So there I was, munching away on panne au chocolat… But before I get into it, I’ll let you know about the boy behind the struggle, me, Francoise Le Petite Couchon. I was twelve years of age and the rise of the III Reich was upon the world and it was not prepared.
I lived alone with my dear father, Michelle, in the Paris room of the house of France, dominated by the stench of camembert and garlic yet the French stench was overthrown by the English house waft of lager and cigars.
Onto my story… At this stage, our house held a great animosity to our German neighbours and at this stage conversation was also laconic. It was unusual for me to enjoy the French garden at this time but I needed some fun and alone time so I decided to play a game of football. In the distance, I spied the Polish house, where Mr Podolski lived, being viciously approached by a pack of wolves, meerkat Mussolini, and the Führer. Quickly and without mercy, Hitler wolf huffed, and puffed, and blew the dumpling built Polish house up.

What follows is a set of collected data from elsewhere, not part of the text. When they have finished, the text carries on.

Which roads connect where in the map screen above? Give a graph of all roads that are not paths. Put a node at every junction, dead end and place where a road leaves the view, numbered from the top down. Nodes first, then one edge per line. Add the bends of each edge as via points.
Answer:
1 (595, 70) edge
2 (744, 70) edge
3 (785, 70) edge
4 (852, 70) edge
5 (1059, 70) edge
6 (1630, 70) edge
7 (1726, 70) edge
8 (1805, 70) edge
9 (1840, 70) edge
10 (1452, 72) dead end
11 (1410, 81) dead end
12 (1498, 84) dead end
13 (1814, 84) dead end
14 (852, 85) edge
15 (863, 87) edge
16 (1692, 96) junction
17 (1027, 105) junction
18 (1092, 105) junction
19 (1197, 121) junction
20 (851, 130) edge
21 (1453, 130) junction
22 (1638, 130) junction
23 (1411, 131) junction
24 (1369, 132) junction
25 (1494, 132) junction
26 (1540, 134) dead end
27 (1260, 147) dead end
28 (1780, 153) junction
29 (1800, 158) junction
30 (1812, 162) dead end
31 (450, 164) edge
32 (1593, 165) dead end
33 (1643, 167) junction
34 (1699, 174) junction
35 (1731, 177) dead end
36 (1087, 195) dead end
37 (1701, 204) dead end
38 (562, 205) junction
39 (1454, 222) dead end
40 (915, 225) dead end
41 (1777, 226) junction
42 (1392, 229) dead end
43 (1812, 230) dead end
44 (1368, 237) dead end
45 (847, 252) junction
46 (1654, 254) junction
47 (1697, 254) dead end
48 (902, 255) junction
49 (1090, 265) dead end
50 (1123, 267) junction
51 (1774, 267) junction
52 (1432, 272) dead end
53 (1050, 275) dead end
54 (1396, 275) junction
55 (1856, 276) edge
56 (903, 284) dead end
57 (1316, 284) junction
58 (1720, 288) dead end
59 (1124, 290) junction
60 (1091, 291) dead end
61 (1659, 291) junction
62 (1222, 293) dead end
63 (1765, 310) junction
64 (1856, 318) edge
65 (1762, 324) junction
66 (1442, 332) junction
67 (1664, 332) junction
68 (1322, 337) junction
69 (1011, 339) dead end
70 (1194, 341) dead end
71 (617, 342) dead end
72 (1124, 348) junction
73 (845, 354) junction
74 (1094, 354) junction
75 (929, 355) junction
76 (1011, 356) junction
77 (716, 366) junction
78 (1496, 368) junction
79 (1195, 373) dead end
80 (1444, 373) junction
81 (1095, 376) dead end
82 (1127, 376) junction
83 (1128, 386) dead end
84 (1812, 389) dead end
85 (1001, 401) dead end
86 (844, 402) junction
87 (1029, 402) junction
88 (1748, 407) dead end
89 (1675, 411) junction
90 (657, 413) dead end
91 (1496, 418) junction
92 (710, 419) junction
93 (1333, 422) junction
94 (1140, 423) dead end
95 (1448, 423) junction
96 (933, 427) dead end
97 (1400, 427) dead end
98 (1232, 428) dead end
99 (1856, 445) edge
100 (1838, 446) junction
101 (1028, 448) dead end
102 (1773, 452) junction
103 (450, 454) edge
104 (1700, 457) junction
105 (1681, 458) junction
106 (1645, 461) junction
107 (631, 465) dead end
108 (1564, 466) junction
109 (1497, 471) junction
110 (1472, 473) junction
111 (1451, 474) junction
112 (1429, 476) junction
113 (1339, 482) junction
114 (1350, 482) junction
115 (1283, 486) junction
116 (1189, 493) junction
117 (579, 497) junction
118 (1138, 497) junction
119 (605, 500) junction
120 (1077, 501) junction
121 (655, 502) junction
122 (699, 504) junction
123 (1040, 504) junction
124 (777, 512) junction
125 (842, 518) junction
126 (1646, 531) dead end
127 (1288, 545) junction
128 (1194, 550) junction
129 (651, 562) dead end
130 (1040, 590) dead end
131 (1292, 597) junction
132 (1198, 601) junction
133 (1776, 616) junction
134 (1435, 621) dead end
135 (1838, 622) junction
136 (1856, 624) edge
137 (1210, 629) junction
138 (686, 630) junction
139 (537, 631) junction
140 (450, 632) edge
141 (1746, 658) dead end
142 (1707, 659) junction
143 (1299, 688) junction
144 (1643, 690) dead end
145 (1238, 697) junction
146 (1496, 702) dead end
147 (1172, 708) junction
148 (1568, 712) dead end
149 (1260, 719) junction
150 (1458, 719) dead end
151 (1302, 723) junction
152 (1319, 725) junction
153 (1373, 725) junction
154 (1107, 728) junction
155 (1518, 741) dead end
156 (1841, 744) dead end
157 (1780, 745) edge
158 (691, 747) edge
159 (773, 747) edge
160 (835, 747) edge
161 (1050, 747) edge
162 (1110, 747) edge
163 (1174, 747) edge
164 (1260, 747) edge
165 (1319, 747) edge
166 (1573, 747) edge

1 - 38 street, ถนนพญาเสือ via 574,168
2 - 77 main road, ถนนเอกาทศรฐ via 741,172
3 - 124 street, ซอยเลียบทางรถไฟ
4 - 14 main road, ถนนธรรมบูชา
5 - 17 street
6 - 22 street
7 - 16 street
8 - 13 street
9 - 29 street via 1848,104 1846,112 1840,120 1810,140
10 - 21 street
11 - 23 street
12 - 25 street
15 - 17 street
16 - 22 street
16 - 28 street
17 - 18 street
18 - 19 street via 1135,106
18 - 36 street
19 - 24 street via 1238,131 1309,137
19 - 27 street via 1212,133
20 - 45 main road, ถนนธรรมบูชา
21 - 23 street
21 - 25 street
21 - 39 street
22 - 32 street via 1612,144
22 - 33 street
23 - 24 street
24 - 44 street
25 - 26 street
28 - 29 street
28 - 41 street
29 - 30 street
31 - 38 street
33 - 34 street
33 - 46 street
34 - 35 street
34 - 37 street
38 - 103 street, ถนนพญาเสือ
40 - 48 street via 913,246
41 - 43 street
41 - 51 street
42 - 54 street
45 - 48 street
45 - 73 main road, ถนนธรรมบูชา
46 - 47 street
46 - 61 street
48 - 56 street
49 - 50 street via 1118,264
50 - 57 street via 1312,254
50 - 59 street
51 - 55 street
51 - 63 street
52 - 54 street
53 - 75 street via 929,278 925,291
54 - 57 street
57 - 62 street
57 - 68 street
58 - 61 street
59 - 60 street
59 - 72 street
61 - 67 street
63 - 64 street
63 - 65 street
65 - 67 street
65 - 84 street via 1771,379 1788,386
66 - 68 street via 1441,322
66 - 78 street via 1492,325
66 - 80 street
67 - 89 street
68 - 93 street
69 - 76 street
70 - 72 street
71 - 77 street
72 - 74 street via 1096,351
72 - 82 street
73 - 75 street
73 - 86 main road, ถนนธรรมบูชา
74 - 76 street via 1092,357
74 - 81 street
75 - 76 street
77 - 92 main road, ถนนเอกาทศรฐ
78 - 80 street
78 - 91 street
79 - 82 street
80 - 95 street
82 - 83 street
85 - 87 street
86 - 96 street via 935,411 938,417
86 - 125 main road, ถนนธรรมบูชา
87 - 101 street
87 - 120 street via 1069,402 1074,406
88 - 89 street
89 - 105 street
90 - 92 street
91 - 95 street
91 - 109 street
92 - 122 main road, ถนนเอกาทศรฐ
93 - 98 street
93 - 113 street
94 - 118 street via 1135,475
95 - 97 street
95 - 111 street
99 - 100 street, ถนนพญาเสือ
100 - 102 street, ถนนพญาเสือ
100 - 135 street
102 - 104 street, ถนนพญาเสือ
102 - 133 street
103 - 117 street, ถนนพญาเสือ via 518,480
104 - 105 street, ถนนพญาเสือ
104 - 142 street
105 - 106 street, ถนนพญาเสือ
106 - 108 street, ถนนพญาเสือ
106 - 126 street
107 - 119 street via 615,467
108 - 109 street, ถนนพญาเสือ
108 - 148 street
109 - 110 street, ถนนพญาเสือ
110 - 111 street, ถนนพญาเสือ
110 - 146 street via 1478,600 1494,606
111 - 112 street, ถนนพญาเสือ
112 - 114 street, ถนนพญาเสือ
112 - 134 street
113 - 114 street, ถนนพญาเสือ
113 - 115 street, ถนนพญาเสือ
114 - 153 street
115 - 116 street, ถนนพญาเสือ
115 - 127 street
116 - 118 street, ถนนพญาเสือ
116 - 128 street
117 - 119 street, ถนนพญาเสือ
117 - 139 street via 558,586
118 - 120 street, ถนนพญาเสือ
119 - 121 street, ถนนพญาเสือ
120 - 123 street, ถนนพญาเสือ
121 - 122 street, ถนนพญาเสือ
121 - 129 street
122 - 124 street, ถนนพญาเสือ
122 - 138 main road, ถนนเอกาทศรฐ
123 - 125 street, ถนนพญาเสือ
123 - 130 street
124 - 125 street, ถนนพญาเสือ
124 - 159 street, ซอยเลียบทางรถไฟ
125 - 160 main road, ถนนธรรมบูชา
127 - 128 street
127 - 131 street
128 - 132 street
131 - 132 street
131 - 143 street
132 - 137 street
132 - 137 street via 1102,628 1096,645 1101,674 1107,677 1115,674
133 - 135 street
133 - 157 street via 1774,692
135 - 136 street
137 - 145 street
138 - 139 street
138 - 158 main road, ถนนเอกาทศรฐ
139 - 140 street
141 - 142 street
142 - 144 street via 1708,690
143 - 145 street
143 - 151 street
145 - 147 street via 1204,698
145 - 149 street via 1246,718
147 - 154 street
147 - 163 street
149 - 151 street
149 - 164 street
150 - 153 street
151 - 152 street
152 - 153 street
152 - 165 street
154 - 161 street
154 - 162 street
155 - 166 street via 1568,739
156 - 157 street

I ran back into the house as quickly as my little trotters could carry me, I found my father and told him what I had seen.
“Papa, papa, Mr Podolski’s house was blown away, it was Mr Hitler and his wolves, they blew it straight down, we need to leave now papa, before we end up like Mr Podolski.”
“Mr Podolski’s house was not built as strong as ours, these French built croissant walls have never been blown down, don’t worry Francoise, we’ll be fine.”
Despite my protestations, papa wouldn’t leave, convinced our house was strong enough to withstand Hitler’s attack. I could hear them marching towards us, I could hear their claws scratching at the ground, their paws squelching through the coffee moist soil. It wasn’t long before Hitler Wolf knocked on our door.
KNOCK KNOCK KNOCK
“Let me in little piggies, I have brought gifts of wine and cheese, please let me in.” said Hitler wolf, with unconvincing politeness.
“Never Hitler Wolf, not by the hair of my chinny chin chin.” Said my father.
“Then I’ll huff, and I’ll puff, and I’ll blow your house up.”
I ran, as fast as my little trotters could carry me, jumping through the back window. I thought my father was behind me, surely now accepting the French house couldn’t hold out. But the time I looked back, my house had been destroyed, and my father was nowhere to be seen. All my time at the French residence I was awaiting my fathers company to play football, something we would now never do.
All I could think to do was run to the British house, to warn Mr Churchill, I couldn’t think about my father. I jumped over the white fence of Dover, and ran to the British house, made up of cups of tea built up precariously. I knocked on the door, and Churchill pig appeared, bulging with a cigar in his mouth.
“What do you want little pig? Shouldn’t you be at home?”
“My home is gone, it was blown up by Hitler wolf, he’ll do the same here unless you make your house stronger.”
Churchill looked down on me, and considered me, before saying “A pig does what he must-inspite of personal consequences, in spite of obstacles and dangers and pressures-and that is the basis of all pig morality.” I wasn’t sure what he meant at the time, but goddamn I was willing to help the British house.
So Mr Churchill and me got to work, building up defences, making the British house the strongest house there had ever been… We built it out of British made tin, coming from tins of baked beans. It wasn’t long before Hitler Wolf came knocking at the British Door.
KNOCK KNOCK KNOCK
“Let me in little piggies, I’ve brought you gifts of mustard and the ever-popular BBC 1 soap opera Eastenders.” Said Hitler.
“Never Hitler Wolf” boomed Churchill pig, “Not by the hair on my chinny chin chin”
“Then I’ll huff and I’ll puff, and I’ll blow your house up.”
And Hitler wolf huffed, and puffed, and his wolves huffed, and puffed. And Mussolini Meerkat huffed, and puffed (though he was a bit rubbish.) But together they could not blow the house up, even the best bombs from Germany could not blow up that house.